Part of the tradition is to put a hanukkiah – that is an 8 branched candlestick by a window – with one candle being lit from what is called a helper candle on each day of the 8-day festival. It’s a public witness to the hard -won freedom of the Jewish people to practice their faith without fear of persecution. Religious freedom and respect for religious identity are important human rights but unfortunately ones denied many people in over 20 countries and growing antisemitism in the west has led to some people being afraid to identify themselves as Jewish, even to the extent of not wanting to display their hanukkiah. However, within the community Hanukkah is a festival of light full of family fun, games, and gifts much as Christmas is for Christians. When I worked in teacher education, I often took my students to visit the Jewish primary school some time before Christmas to give them an insight into another kind of denominational school. They were always a bit surprised to find the school alive with rehearsals for hanukkah plays, hanukkah decorations and preparations for hanukkah parties in the same way catholic schools would be celebrating Christmas. At our celebratory meal after Sunday’s hannukah service there was even a hanukkah hat and a few hanukkah jumpers!
Christmas too is a festival of light and it takes place in the darkest time of the year. Recently a Muslim friend asked me if Christians really believed that Jesus was born on the 25thDecember. Well, there may be some people think that, especially if they take the story and the words of the traditional carols sung at this time of the year literally. I once told a class of students that I was rather tired of hearing in some lessons that Jesus had been born on Christmas day i.e.25th December. One student protested! No, Jesus was not born on 25th December – we do not know when he was born. Christmas day is the day we remember the birth of Jesus and celebrate it, but in a spiritual way. In fact, not all Christians celebrate the birth of Jesus on Christmas day. Some do this on 6th January. It’s possible that the date of 25th December was borrowed from the Roman mid-winter celebration of Saturnalia and the feast of Sol Invictus (the Unconquered Sun) to christianise the pagan feast and show Jesus as the true Light of the World.

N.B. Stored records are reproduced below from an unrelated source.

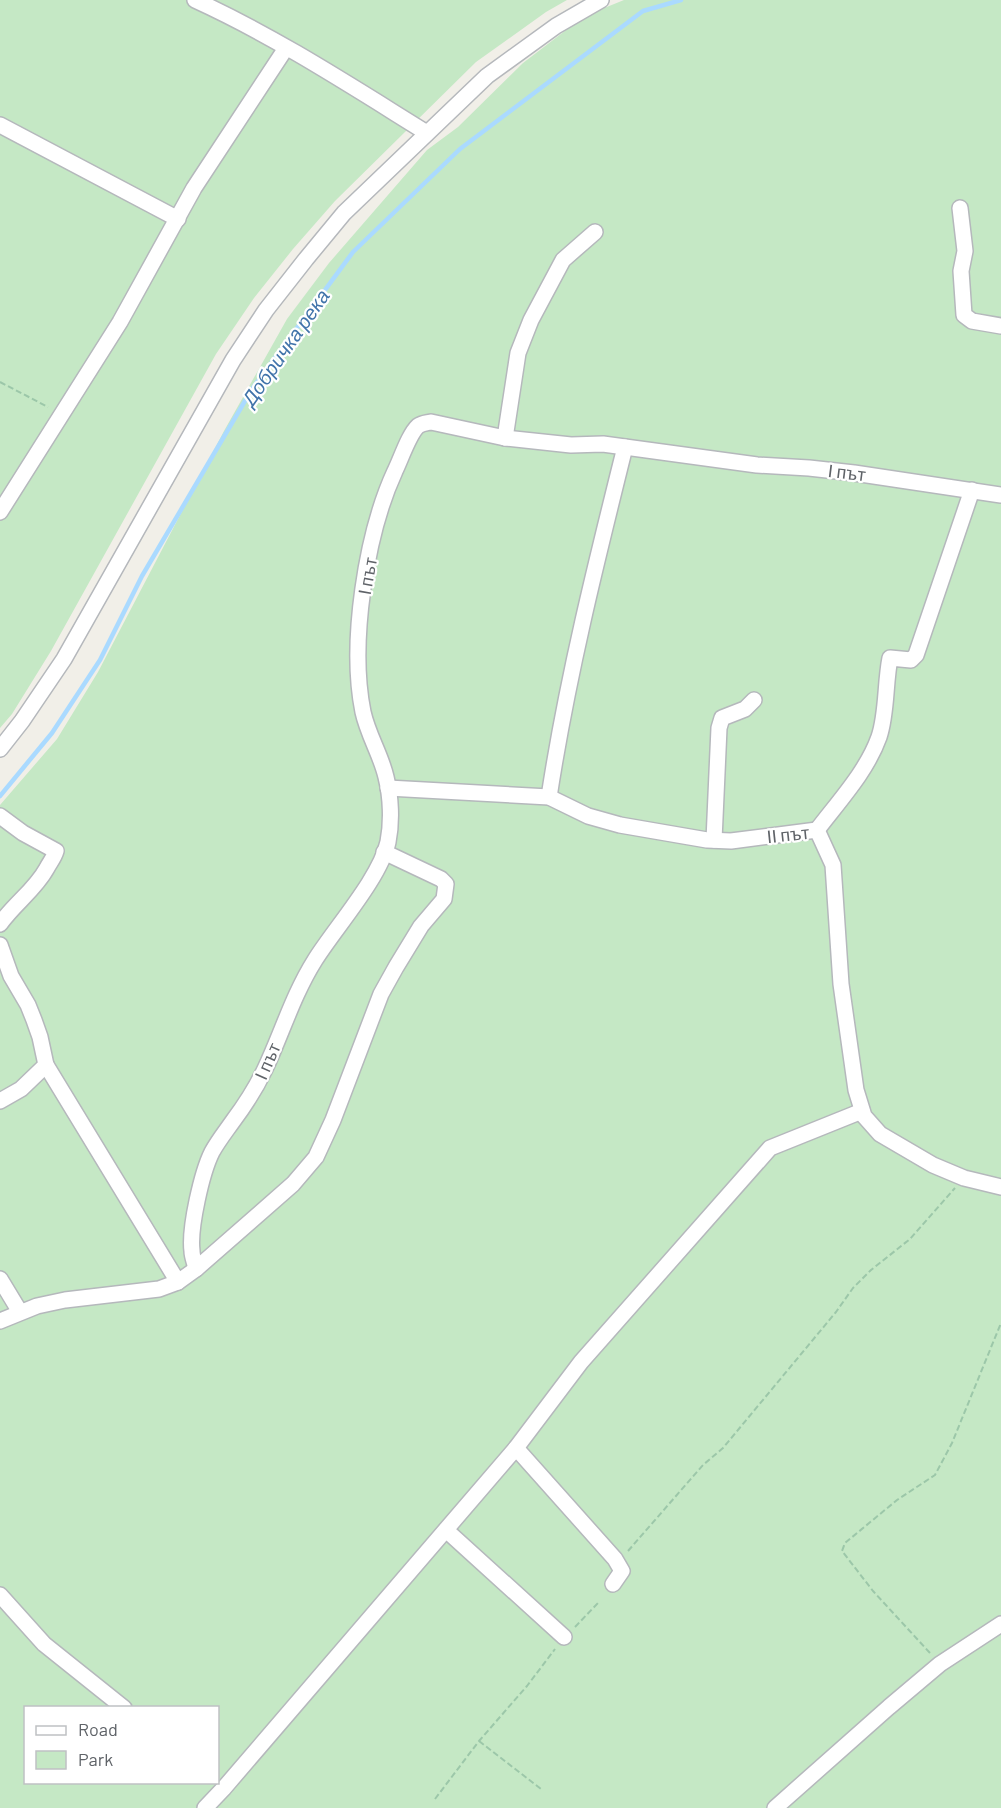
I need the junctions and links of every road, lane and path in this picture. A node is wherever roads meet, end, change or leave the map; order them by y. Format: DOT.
graph roads {
  1 [pos="195,0"];
  2 [pos="601,0"];
  3 [pos="286,48"];
  4 [pos="0,124"];
  5 [pos="427,132"];
  6 [pos="960,208"];
  7 [pos="178,219"];
  8 [pos="595,232"];
  9 [pos="1001,326"];
  10 [pos="0,382"];
  11 [pos="62,414"];
  12 [pos="505,438"];
  13 [pos="625,447"];
  14 [pos="972,490"];
  15 [pos="1001,495"];
  16 [pos="0,512"];
  17 [pos="754,700"];
  18 [pos="0,748"];
  19 [pos="388,789"];
  20 [pos="549,797"];
  21 [pos="0,816"];
  22 [pos="817,830"];
  23 [pos="714,840"];
  24 [pos="384,852"];
  25 [pos="0,924"];
  26 [pos="0,945"];
  27 [pos="46,1065"];
  28 [pos="0,1101"];
  29 [pos="862,1111"];
  30 [pos="964,1178"];
  31 [pos="1001,1187"];
  32 [pos="196,1269"];
  33 [pos="0,1279"];
  34 [pos="178,1282"];
  35 [pos="20,1312"];
  36 [pos="0,1321"];
  37 [pos="1001,1323"];
  38 [pos="516,1448"];
  39 [pos="446,1530"];
  40 [pos="615,1559"];
  41 [pos="613,1584"];
  42 [pos="0,1595"];
  43 [pos="598,1603"];
  44 [pos="1001,1624"];
  45 [pos="564,1637"];
  46 [pos="940,1664"];
  47 [pos="123,1706"];
  48 [pos="479,1741"];
  49 [pos="221,1785"];
  50 [pos="541,1789"];
  51 [pos="435,1799"];
  52 [pos="205,1808"];
  53 [pos="775,1808"];
  1 -- 3 [label="street"];
  2 -- 5 [label="street"];
  3 -- 5 [label="street"];
  3 -- 7 [label="street"];
  4 -- 7 [label="street"];
  5 -- 18 [label="street"];
  6 -- 9 [label="street"];
  7 -- 11 [label="street"];
  8 -- 12 [label="street"];
  10 -- 11 [label="path"];
  11 -- 16 [label="street"];
  12 -- 13 [label="street, І път"];
  12 -- 19 [label="street, І път"];
  13 -- 14 [label="street, І път"];
  13 -- 20 [label="street"];
  14 -- 15 [label="street, І път"];
  14 -- 22 [label="street"];
  17 -- 23 [label="street"];
  19 -- 20 [label="street, ІІ път"];
  19 -- 24 [label="street, І път"];
  20 -- 23 [label="street, ІІ път"];
  21 -- 25 [label="street"];
  22 -- 23 [label="street, ІІ път"];
  22 -- 29 [label="street, ІІ път"];
  24 -- 32 [label="street, І път"];
  24 -- 32 [label="street"];
  26 -- 27 [label="street"];
  27 -- 28 [label="street"];
  27 -- 34 [label="street"];
  29 -- 30 [label="street, ІІ път"];
  29 -- 38 [label="street"];
  30 -- 31 [label="street, ІІ път"];
  30 -- 40 [label="path"];
  32 -- 34 [label="street"];
  33 -- 35 [label="street"];
  34 -- 35 [label="street"];
  35 -- 36 [label="street"];
  37 -- 46 [label="path"];
  38 -- 39 [label="street"];
  38 -- 40 [label="street"];
  39 -- 45 [label="street"];
  39 -- 49 [label="street"];
  40 -- 41 [label="street"];
  42 -- 47 [label="street"];
  43 -- 45 [label="path"];
  44 -- 46 [label="street"];
  45 -- 48 [label="path"];
  46 -- 53 [label="street"];
  48 -- 50 [label="path"];
  48 -- 51 [label="path"];
  49 -- 52 [label="street"];
}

The hymns and carols of Christmas tell the story of his birth in an imaginative way. The stories of his birth in scripture are not literal or historical documents but myths in that they point to the meaning of Jesus expressed in stories that often reflect Old Testament prophecies. My friend was relieved to hear this and suggested that many Muslims don’t recognise Christmas. Even though they respect Jesus as a prophet, they think that Christians are wrong in thinking Jesus was born in wintertime because the Qur’an tells us quite clearly that Jesus was born in the summer and in the desert.

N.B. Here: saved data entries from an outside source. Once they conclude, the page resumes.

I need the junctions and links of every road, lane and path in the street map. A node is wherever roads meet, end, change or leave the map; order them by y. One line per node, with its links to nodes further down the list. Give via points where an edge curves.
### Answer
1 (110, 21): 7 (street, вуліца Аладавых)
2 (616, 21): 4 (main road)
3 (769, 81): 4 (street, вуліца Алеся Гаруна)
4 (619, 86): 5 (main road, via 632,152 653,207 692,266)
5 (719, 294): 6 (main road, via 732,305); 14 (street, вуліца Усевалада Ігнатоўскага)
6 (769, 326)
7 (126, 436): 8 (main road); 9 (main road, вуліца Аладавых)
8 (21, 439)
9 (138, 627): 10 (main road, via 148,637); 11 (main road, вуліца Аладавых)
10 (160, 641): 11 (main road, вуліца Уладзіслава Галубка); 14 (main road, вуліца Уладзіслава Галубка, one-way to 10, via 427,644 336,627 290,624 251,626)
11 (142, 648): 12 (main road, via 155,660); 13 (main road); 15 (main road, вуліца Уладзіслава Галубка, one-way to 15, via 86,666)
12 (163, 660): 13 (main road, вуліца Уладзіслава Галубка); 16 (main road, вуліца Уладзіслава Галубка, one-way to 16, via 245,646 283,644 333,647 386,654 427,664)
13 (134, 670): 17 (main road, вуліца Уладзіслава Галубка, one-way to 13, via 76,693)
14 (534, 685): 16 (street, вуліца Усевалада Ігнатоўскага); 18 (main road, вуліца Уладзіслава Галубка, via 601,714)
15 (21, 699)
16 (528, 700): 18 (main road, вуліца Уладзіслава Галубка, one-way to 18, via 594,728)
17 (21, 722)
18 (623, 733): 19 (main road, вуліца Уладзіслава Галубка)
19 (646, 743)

Within the context of interreligious dialogue can I tell my Muslim friend that he is wrong, and can he tell me that I am wrong to be celebrating Christmas when I do? Can we respect one another’s traditions and accept that as a Christian I am not likely to accept his view and as a Muslim he is not likely to accept mine - and do the differing views take us a bit further in understanding the reality of Jesus? Perhaps but only if we can dialogue about it and surely that’s what we must do.